Nothing but the pictures should be dropped when the records are transcribed word for word.

_ _ _ _ _

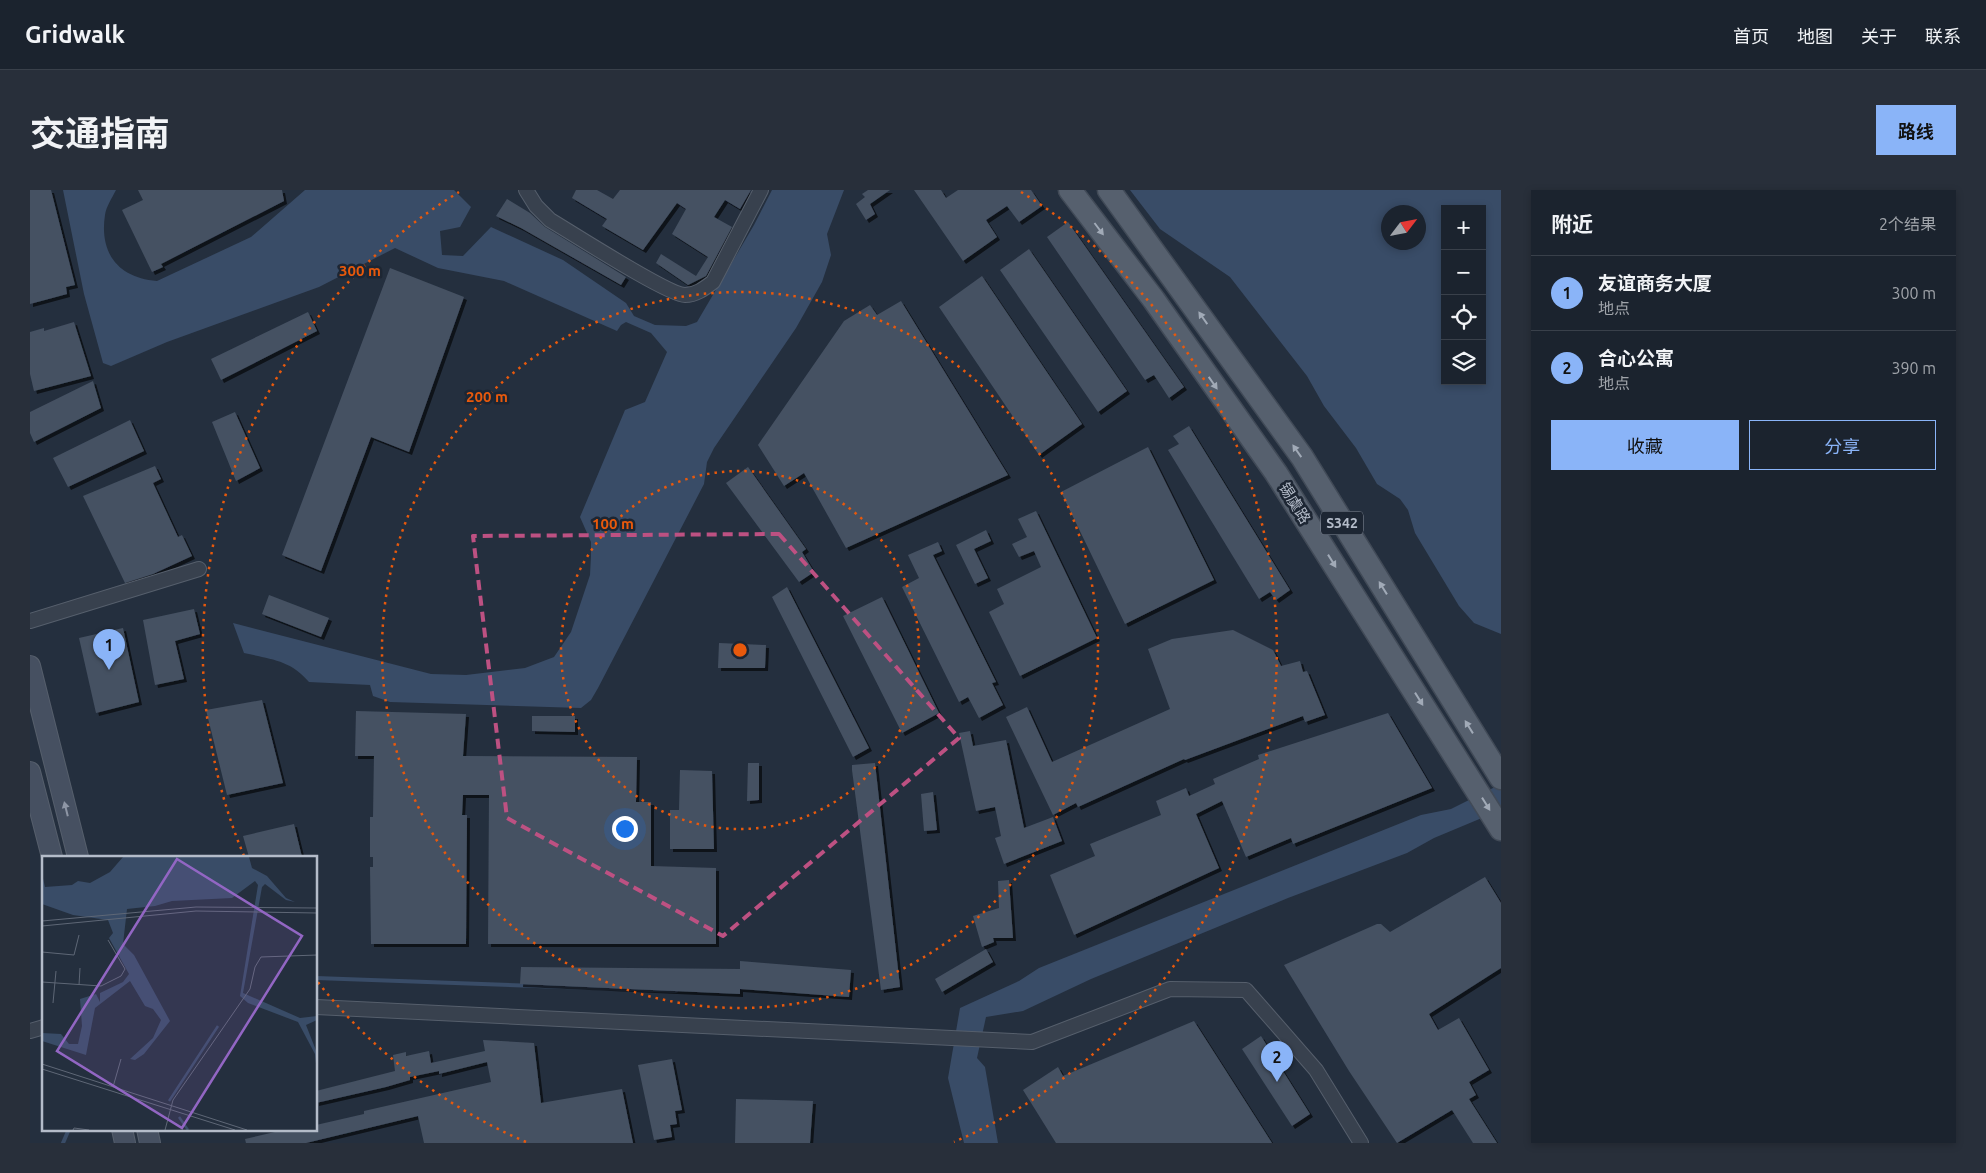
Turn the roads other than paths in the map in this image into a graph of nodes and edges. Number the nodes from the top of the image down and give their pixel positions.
1 (526, 190) edge
2 (761, 190) edge
3 (1070, 190) edge
4 (1109, 190) edge
5 (199, 569) dead end
6 (30, 621) edge
7 (30, 666) edge
8 (30, 772) edge
9 (1498, 773) edge
10 (1501, 829) edge
11 (52, 856) edge
12 (78, 856) edge
13 (318, 1007) edge
14 (42, 1028) edge
15 (30, 1032) edge
16 (122, 1130) edge
17 (147, 1130) edge
18 (125, 1143) edge
19 (150, 1143) edge
20 (1361, 1143) edge

1 - 2 street
3 -> 10 main road, 锡虞路 / S342
9 -> 4 main road, 锡虞路 / S342
5 - 6 street
12 -> 7 main road
8 - 11 main road
13 - 20 street
14 - 15 street
16 - 18 main road
17 - 19 main road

_ _ _ _ _

**ANSWER TO THE PROBLEM**.
Turn the roads other than paths in the map in this image into a graph of nodes and edges. Number the nodes from the top of the image down and give their pixel positions.
1 (526, 190) edge
2 (761, 190) edge
3 (1070, 190) edge
4 (1109, 190) edge
5 (199, 569) dead end
6 (30, 621) edge
7 (30, 666) edge
8 (30, 772) edge
9 (1498, 773) edge
10 (1501, 829) edge
11 (52, 856) edge
12 (78, 856) edge
13 (318, 1007) edge
14 (42, 1028) edge
15 (30, 1032) edge
16 (122, 1130) edge
17 (147, 1130) edge
18 (125, 1143) edge
19 (150, 1143) edge
20 (1361, 1143) edge

1 - 2 street
3 -> 10 main road, 锡虞路 / S342
9 -> 4 main road, 锡虞路 / S342
5 - 6 street
12 -> 7 main road
8 - 11 main road
13 - 20 street
14 - 15 street
16 - 18 main road
17 - 19 main road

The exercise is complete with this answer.